[DATA SUPPLIED]
******************************
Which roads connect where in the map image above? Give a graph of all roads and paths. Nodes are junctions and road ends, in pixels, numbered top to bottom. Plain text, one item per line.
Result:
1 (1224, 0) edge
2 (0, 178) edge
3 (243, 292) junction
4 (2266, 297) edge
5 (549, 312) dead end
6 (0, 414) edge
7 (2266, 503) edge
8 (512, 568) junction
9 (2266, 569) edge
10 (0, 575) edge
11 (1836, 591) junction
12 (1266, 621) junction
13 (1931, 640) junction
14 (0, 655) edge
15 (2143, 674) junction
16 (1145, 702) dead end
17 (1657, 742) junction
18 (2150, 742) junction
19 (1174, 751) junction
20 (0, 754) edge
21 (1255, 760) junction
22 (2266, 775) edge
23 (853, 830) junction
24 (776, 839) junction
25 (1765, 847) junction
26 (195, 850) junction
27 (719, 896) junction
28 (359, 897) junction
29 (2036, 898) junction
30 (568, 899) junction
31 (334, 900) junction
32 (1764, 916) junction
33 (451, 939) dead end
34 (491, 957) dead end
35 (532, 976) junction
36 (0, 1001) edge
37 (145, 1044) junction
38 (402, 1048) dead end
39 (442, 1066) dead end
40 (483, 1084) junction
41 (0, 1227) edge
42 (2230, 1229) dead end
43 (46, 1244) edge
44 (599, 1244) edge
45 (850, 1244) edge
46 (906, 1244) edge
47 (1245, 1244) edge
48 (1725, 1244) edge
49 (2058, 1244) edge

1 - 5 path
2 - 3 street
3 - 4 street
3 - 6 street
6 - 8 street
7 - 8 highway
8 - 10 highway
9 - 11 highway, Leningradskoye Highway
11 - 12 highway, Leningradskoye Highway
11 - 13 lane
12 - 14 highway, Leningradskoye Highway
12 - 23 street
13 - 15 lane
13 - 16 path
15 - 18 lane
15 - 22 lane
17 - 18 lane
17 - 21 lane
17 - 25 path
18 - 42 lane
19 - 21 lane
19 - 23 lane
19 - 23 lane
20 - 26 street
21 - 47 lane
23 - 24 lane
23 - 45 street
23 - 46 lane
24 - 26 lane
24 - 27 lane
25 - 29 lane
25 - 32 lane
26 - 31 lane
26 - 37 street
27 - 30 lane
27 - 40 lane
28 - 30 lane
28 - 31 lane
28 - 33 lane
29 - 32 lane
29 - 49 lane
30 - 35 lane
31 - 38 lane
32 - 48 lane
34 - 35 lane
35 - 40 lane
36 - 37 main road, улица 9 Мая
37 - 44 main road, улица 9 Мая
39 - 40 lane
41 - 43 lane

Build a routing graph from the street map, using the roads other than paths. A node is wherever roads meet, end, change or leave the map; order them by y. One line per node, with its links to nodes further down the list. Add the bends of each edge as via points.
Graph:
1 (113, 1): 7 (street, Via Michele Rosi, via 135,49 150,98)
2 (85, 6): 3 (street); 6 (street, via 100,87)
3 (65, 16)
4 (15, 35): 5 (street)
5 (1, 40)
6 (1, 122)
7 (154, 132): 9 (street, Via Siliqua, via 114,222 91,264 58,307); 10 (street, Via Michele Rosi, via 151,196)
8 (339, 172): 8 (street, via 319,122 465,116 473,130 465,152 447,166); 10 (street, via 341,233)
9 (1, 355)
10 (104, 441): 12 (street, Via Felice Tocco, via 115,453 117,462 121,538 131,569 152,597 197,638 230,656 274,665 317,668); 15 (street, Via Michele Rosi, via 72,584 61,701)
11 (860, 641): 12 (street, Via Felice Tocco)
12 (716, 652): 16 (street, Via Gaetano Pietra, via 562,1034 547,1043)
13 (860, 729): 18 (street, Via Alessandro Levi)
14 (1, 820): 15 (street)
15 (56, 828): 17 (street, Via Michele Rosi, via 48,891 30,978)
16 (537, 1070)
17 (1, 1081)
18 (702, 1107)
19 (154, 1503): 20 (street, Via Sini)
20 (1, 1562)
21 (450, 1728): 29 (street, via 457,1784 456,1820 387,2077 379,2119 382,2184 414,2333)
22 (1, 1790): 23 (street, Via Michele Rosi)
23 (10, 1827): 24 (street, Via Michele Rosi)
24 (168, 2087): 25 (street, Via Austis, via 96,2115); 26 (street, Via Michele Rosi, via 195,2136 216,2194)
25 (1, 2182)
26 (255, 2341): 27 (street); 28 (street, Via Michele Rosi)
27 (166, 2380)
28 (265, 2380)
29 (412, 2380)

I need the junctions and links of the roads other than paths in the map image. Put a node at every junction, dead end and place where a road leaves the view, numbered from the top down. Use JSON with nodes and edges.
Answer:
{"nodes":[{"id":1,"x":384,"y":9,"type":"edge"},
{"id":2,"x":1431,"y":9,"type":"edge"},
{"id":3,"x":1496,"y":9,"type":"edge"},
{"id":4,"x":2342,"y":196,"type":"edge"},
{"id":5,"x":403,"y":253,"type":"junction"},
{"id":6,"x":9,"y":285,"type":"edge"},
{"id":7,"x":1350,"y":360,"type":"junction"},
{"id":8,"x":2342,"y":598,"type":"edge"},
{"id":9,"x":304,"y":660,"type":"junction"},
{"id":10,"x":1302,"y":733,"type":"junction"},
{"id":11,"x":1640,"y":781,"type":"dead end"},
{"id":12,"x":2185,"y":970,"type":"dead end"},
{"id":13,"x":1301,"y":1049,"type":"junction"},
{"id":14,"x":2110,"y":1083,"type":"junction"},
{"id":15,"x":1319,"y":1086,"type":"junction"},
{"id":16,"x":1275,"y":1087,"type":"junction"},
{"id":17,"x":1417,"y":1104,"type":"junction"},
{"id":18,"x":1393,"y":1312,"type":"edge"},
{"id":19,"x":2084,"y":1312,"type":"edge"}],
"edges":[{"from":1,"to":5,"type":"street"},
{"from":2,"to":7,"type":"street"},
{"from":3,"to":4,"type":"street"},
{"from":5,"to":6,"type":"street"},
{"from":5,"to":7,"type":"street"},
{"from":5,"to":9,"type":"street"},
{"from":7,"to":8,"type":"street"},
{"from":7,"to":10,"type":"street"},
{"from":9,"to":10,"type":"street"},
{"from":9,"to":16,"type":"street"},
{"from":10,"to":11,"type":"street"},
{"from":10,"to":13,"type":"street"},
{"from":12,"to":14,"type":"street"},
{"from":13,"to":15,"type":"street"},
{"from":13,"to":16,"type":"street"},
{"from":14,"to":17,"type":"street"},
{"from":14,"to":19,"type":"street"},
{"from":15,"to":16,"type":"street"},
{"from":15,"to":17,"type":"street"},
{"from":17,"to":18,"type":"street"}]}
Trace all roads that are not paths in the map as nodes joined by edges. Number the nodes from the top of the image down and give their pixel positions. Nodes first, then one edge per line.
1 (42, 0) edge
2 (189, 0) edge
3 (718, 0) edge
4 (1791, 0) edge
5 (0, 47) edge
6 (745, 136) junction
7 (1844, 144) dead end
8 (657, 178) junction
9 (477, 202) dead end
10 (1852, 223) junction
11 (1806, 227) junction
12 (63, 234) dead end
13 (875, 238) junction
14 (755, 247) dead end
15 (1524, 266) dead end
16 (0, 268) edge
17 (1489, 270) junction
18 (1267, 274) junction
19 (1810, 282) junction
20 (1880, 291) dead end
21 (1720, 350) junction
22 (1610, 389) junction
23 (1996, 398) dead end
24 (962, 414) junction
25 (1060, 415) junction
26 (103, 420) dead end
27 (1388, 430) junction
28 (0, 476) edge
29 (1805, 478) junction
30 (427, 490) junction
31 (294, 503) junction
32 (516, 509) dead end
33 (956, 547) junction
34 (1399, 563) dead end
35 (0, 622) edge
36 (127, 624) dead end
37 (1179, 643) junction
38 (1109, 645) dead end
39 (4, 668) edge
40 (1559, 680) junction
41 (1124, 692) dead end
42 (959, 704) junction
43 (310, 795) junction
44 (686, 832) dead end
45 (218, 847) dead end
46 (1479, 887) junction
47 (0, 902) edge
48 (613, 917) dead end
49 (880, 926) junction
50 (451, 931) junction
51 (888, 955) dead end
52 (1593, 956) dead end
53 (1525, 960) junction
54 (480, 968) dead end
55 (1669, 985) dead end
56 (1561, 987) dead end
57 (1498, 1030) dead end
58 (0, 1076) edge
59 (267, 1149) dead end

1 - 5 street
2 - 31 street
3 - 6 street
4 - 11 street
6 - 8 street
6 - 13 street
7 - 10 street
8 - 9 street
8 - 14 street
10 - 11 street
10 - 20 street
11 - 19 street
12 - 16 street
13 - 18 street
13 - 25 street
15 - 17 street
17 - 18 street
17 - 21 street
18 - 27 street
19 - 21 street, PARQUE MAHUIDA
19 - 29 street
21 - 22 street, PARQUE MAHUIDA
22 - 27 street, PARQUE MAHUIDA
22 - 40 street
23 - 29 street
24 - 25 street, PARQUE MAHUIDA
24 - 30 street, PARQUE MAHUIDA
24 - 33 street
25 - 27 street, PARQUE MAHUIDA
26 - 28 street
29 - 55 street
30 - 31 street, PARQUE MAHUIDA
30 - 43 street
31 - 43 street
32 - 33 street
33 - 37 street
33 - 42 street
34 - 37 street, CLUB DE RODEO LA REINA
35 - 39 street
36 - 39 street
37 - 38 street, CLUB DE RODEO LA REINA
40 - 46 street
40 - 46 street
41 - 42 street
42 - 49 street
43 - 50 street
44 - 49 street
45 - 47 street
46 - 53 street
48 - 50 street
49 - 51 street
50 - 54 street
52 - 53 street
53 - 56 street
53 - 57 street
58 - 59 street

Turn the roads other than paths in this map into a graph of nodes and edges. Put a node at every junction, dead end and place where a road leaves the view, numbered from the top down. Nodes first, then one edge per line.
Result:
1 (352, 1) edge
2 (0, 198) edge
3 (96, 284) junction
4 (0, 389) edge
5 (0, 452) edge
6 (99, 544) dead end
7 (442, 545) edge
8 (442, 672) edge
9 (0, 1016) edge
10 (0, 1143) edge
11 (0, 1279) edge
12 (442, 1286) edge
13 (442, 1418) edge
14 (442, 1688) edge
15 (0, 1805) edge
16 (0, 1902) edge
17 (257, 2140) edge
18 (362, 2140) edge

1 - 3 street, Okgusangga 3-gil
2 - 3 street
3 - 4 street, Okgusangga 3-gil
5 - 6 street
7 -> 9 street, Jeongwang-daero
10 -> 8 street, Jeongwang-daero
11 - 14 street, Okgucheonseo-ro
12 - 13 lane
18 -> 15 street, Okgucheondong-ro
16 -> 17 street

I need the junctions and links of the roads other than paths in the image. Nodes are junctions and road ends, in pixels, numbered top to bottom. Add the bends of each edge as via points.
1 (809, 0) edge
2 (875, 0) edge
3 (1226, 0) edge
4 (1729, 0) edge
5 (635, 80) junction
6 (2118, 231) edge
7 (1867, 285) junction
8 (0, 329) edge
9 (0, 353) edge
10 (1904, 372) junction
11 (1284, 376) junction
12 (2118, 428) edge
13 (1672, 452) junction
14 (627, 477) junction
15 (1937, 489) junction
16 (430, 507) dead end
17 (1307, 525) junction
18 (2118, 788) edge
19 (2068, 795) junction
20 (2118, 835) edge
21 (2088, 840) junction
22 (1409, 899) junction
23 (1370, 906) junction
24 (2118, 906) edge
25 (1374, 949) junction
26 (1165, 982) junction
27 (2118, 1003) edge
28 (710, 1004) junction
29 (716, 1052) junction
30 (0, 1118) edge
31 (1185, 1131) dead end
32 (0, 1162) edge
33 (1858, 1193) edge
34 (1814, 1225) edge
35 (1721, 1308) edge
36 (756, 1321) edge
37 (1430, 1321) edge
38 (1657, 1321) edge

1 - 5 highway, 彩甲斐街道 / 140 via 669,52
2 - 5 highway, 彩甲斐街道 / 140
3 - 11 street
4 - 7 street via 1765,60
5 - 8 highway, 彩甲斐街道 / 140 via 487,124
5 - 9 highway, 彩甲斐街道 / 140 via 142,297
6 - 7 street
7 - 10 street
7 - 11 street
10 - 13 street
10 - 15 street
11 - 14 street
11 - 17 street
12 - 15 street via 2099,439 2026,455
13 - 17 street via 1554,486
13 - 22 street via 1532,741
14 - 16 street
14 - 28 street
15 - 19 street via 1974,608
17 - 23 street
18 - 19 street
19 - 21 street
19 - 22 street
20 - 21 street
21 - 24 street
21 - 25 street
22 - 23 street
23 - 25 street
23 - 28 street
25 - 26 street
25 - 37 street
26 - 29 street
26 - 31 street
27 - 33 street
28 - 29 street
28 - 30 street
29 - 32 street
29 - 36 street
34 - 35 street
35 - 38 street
******************************
[WHAT IS BEING ASKED]
A line qualifies when it holds the word "улица"; report all qualifying lines from the records above.

[THE COMPLETED TASK]
36 - 37 main road, улица 9 Мая
37 - 44 main road, улица 9 Мая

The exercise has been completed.